[Supplied records]

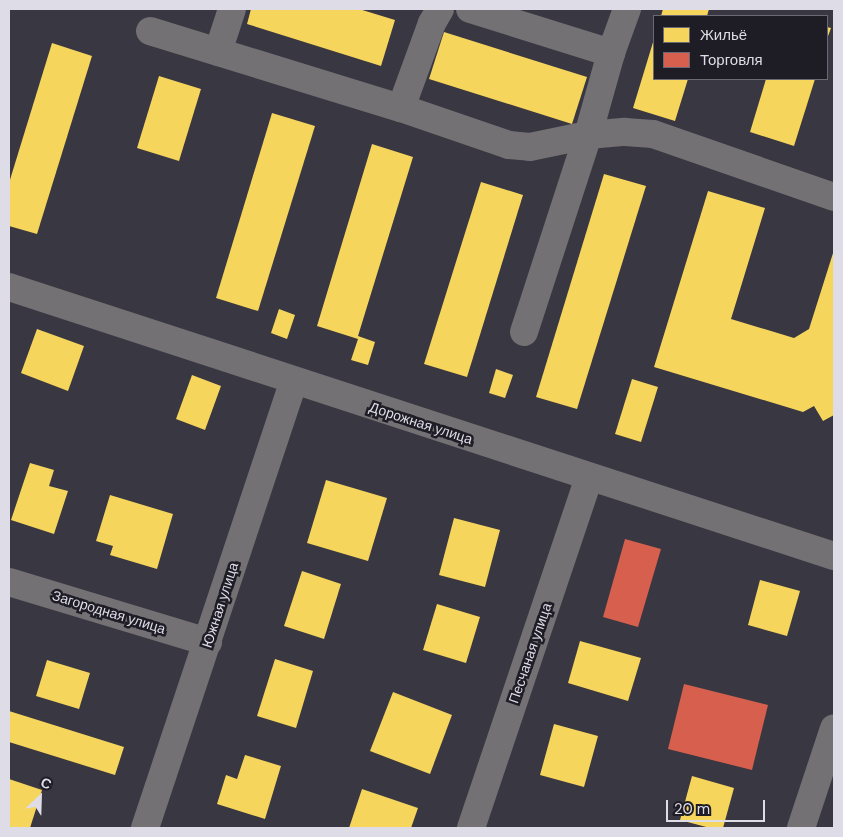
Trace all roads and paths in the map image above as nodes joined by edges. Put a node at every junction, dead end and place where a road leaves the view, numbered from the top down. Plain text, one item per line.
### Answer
1 (232, 9) edge
2 (440, 9) edge
3 (470, 9) edge
4 (627, 9) edge
5 (150, 31) dead end
6 (218, 52) junction
7 (611, 52) junction
8 (401, 108) junction
9 (588, 135) junction
10 (834, 197) edge
11 (9, 287) edge
12 (524, 332) dead end
13 (294, 381) junction
14 (589, 478) junction
15 (834, 556) edge
16 (9, 582) edge
17 (208, 642) junction
18 (834, 728) edge
19 (145, 828) edge
20 (471, 828) edge
21 (800, 828) edge

1 - 6 street
2 - 8 street
3 - 7 street
4 - 7 street
5 - 6 street
6 - 8 street
7 - 9 street
8 - 9 street
9 - 10 street
9 - 12 street
11 - 13 street, Дорожная улица
13 - 14 street, Дорожная улица
13 - 17 street, Южная улица
14 - 15 street, Дорожная улица
14 - 20 street, Песчаная улица
16 - 17 street, Загородная улица
17 - 19 street, Южная улица
18 - 21 street

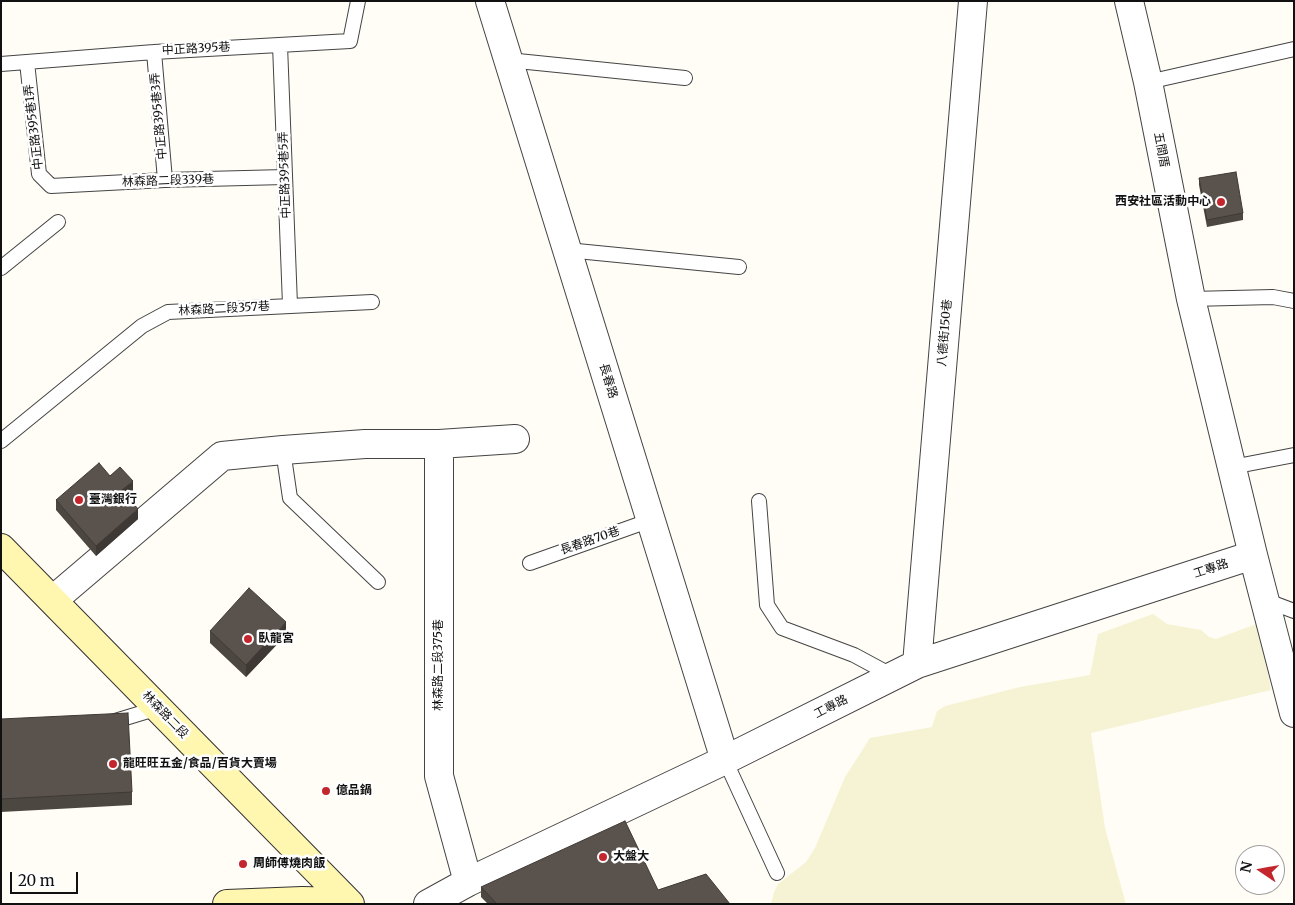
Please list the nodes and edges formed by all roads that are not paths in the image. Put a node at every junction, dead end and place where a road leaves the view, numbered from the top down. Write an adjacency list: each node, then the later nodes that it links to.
1 (358, 1): 5 (lane, 中正路395巷)
2 (490, 1): 8 (street, 長春路)
3 (973, 1): 39 (street, 八德街150巷)
4 (1129, 1): 12 (street, 五間厝)
5 (280, 45): 7 (lane, 中正路395巷); 13 (lane, 中正路395巷5弄)
6 (1294, 49): 12 (lane)
7 (154, 52): 9 (lane, 中正路395巷); 14 (lane, 中正路395巷3弄)
8 (508, 60): 11 (lane); 17 (street, 長春路)
9 (27, 62): 10 (lane, 中正路395巷); 15 (lane, 中正路395巷1弄)
10 (1, 64)
11 (686, 78)
12 (1148, 82): 20 (street, 五間厝)
13 (285, 177): 14 (lane, 林森路二段339巷); 23 (lane, 中正路395巷5弄)
14 (165, 180): 15 (lane, 林森路二段339巷)
15 (51, 186)
16 (58, 222): 18 (lane)
17 (567, 250): 19 (lane); 31 (street, 長春路)
18 (1, 268)
19 (739, 268)
20 (1191, 299): 21 (lane); 29 (street, 五間厝)
21 (1294, 301)
22 (372, 302): 23 (lane, 林森路二段357巷)
23 (290, 305): 25 (lane, 林森路二段357巷)
24 (515, 440): 26 (street)
25 (1, 441)
26 (439, 444): 27 (street); 46 (street, 林森路二段375巷)
27 (283, 450): 35 (lane); 36 (street)
28 (1294, 455): 29 (lane)
29 (1232, 467): 33 (street, 五間厝)
30 (759, 501): 40 (lane)
31 (651, 520): 34 (lane, 長春路70巷); 44 (street, 長春路)
32 (1, 548): 36 (main road, 林森路二段)
33 (1253, 555): 37 (street, 五間厝); 39 (street, 工專路)
34 (530, 562)
35 (378, 582)
36 (53, 600): 41 (main road, 林森路二段)
37 (1266, 600): 38 (lane); 42 (street, 五間厝)
38 (1294, 611)
39 (917, 664): 40 (street, 工專路)
40 (893, 676): 44 (street, 工專路)
41 (158, 708): 43 (lane); 47 (main road, 林森路二段)
42 (1294, 713)
43 (103, 722)
44 (725, 760): 45 (lane); 46 (street, 工專路)
45 (777, 873)
46 (468, 882): 49 (street, 工專路)
47 (351, 903): 48 (main road)
48 (227, 904)
49 (428, 904)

[/Supplied records]

§ **Activity**: Where a line above contains the word "Южная", copy that line.

§ **Output**:
13 - 17 street, Южная улица
17 - 19 street, Южная улица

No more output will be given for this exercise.